¿Por qué Javier Milei insulta a los empresarios? Las razones de la batalla que elige dar el Presidente hoy


Es la batalla cultural, estúpido, podrían decir los estrategas de Javier Milei, parafraseando a James Carville, el asesor de Bill Clinton durante la campaña presidencial de 1992 contra George Bush padre. Pero aquí no es la economía: la actividad, para el líder libertario, está en etapa de expansión y hasta los más escépticos -según su particular mirada- le reconocerán los méritos en el corto plazo. Lo que está en juego es otra cosa: es determinar quién se sube y quién no el nuevo modelo, al cambio de reglas y a salir a la cancha para competir en una economía abierta y sin prebendas.

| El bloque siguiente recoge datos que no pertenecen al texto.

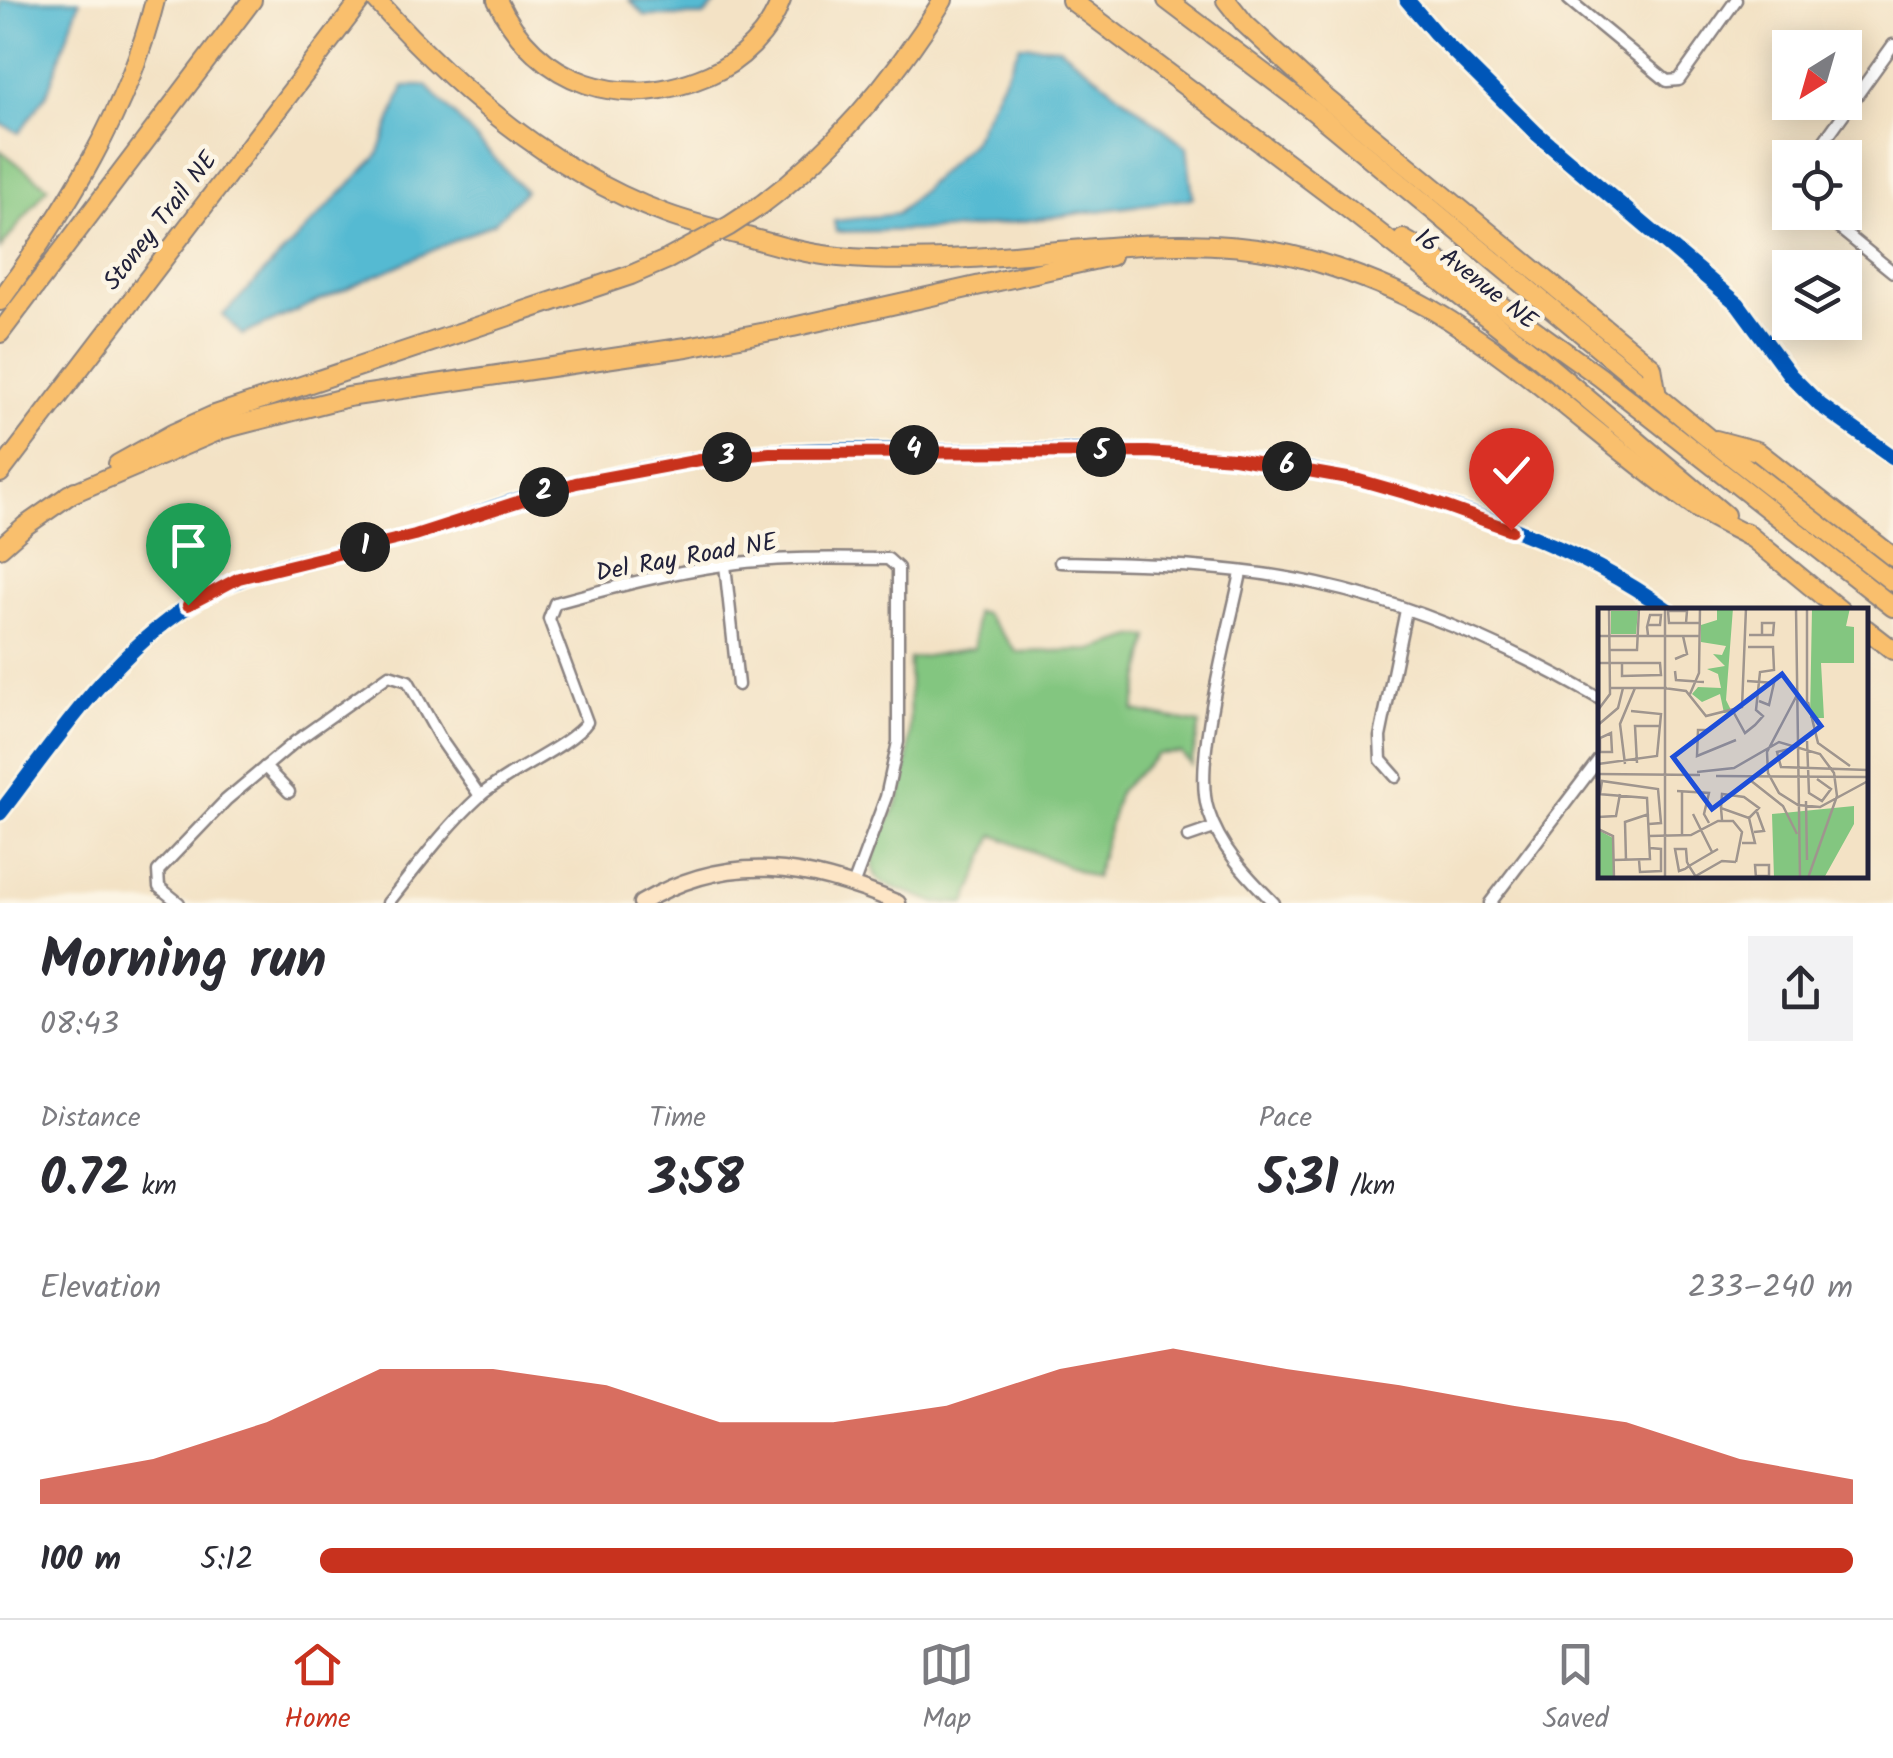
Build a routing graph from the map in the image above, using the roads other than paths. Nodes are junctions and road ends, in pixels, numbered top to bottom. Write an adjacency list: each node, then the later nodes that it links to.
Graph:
1 (155, 0): 19 (highway)
2 (252, 0): 20 (highway)
3 (376, 0): 17 (highway)
4 (497, 0): 5 (highway)
5 (782, 0)
6 (943, 0): 24 (highway, bridge)
7 (1071, 0): 15 (highway, 16 Avenue NE)
8 (1167, 0): 21 (highway, 16 Avenue NE)
9 (1226, 0): 21 (highway)
10 (1568, 0): 11 (street)
11 (1736, 0)
12 (357, 5): 23 (highway, Stoney Trail NE)
13 (1893, 45): 14 (street)
14 (1825, 140)
15 (1346, 207): 25 (highway, 16 Avenue NE); 32 (highway)
16 (1841, 230): 18 (street)
17 (1198, 246): 24 (highway); 25 (highway)
18 (1893, 272)
19 (0, 301)
20 (0, 333)
21 (1657, 396): 22 (highway, 16 Avenue NE)
22 (1708, 438): 27 (highway); 31 (highway, 16 Avenue NE)
23 (0, 473)
24 (68, 495): 26 (highway)
25 (1752, 538): 33 (highway, 16 Avenue NE)
26 (0, 548)
27 (1893, 557)
28 (1060, 562): 30 (street)
29 (725, 564): 37 (street); 43 (street, Del Ray Road NE); 46 (street, Del Ray Road NE)
30 (1242, 573): 34 (street); 44 (street)
31 (1893, 582)
32 (1893, 607)
33 (1839, 608)
34 (1406, 610): 38 (street); 41 (street)
35 (1868, 631): 36 (highway)
36 (1893, 650)
37 (738, 686)
38 (1598, 698)
39 (1598, 761): 52 (street)
40 (266, 767): 42 (street); 43 (street); 48 (street)
41 (1396, 777)
42 (289, 792)
43 (480, 796): 49 (street, Del Ray Road NE)
44 (1214, 828): 45 (street); 47 (street)
45 (1188, 837)
46 (854, 884): 50 (street); 51 (street)
47 (1266, 900)
48 (178, 903)
49 (388, 903)
50 (641, 903)
51 (898, 903)
52 (1490, 903)

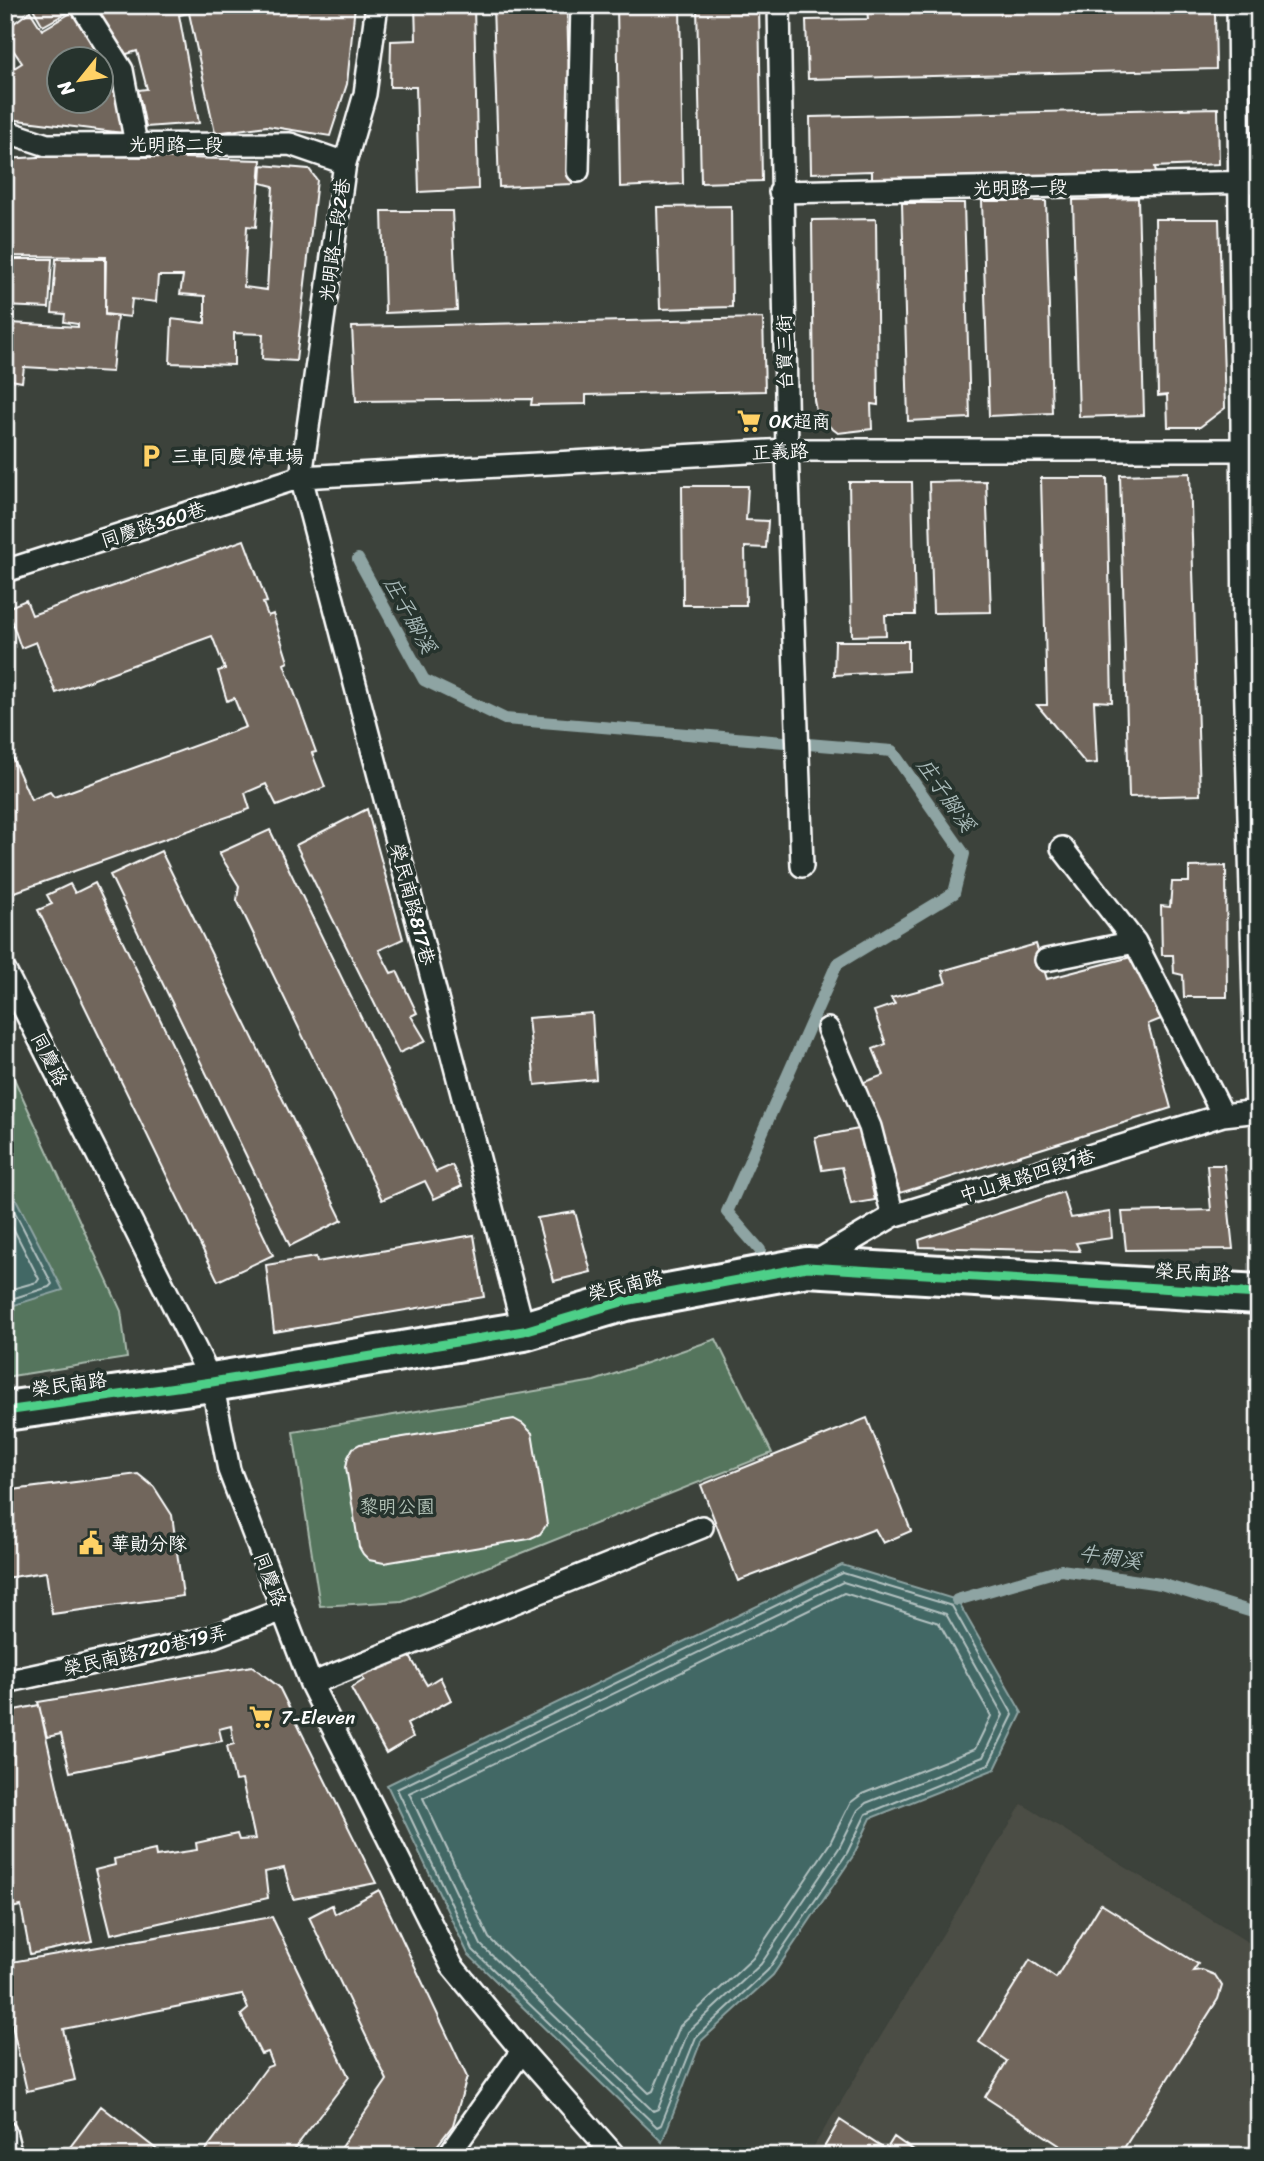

El que no adhiera o ponga algún reparo, ya no una crítica rupturista, puede correr el riesgo de transformarse en enemigo, real o ficticio, da igual. Milei considera que quienes pregonan una economía cerrada, con brecha cambiaria alta, apuestan a robar en nombre de la industria nacional. Así lo cree. “Para Javier no son empresarios, son parásitos”, dice uno de sus adláteres. No todos, claro. Tiene algunos a los que elogia. Entre ellos, Marcelo Mindlin, Eduardo Eurnekian y Alejandro y Marcos Bulgheroni.
Ser enemigo de Milei implica caer el escarnio público, como acaba de evidenciar, de nuevo, con otro rosario de insultos. A Paolo Rocca, el dueño de Techint, lo volvió a llamar Don Chatarrín-, al CEO de Fate y Aluar, Javier Madanes Quintanilla, lo apodó Don Gomita Alumínica y al de Neumen, Roberto Méndez, lo denominó Señor Lengua Floja.
Son seudónimos peyorativos que el Presidente piensa a solas, en momentos de bronca, pero también de goce, cuando observa que alguien le pone piedras en el camino. Disciplinar, esa es la tarea. Milei, desde luego, no se encuentra solo. Tiene funcionarios que lo celebran y lo alientan apenas ven sus posteos en X y se pliegan con más cuestionamientos.
Además de apodos, este jueves Milei fue por más: asoció a los ejecutivos con actos de corrupción. Y evitó decir algo que también piensa: que están conspirando contra su administración. Tal vez haga alguna mención en su discurso del domingo, en la inauguración de las sesiones ordinarias en el Congreso.
Las ideas, para el Presidente, son como balas; esto es se mata o se muere. No hay grises. Uno de sus colaboradores más leales recuerda un encuentro de noviembre de 2024, durante la inauguración de la Fundación Faro, el think tank del pensamiento libertario, en el que Milei los convocó a dar batallas en las pantallas de los celulares, en las universidades, en las instituciones y en el mundo de las leyes. La lucha incluye enfrentar al wokismo y, en ese punto, también ha hecho un llamado a la clase empresaria. El que se suma a sus planes siempre es bienvenido, no importa su pasado; el que duda se convierte en antagonista. Su referente intelectual es Agustín Laje, un escritor conservador que milita contra la eutanasia, el matrimonio igualitario y el aborto, incluso en casos de violación.
Milei siente hoy que muchos empresarios han dejado de acompañarlo porque extrañan al kirchnerismo. Sus asesores usan siempre la misma metáfora: “Quieren cazar en el zoológico y nosotros queremos todo lo contrario“. Detrás de las críticas aflora un temor: que la actividad no crezca todo lo que el Gobierno espera (entre 5 y 7 por ciento para este año) y que el cierre de empresas emblemáticas, como Fate, generen un efecto desesperanzador en la sociedad y que eso promueva en un clima de inestabilidad.
“Triunfamos en lo económico, triunfamos en lo político. Ahora queremos triunfar en la batalla cultural. Estamos a la vanguardia del giro del sentido común“, dijo Milei en aquel cónclave de la Fundación Faro.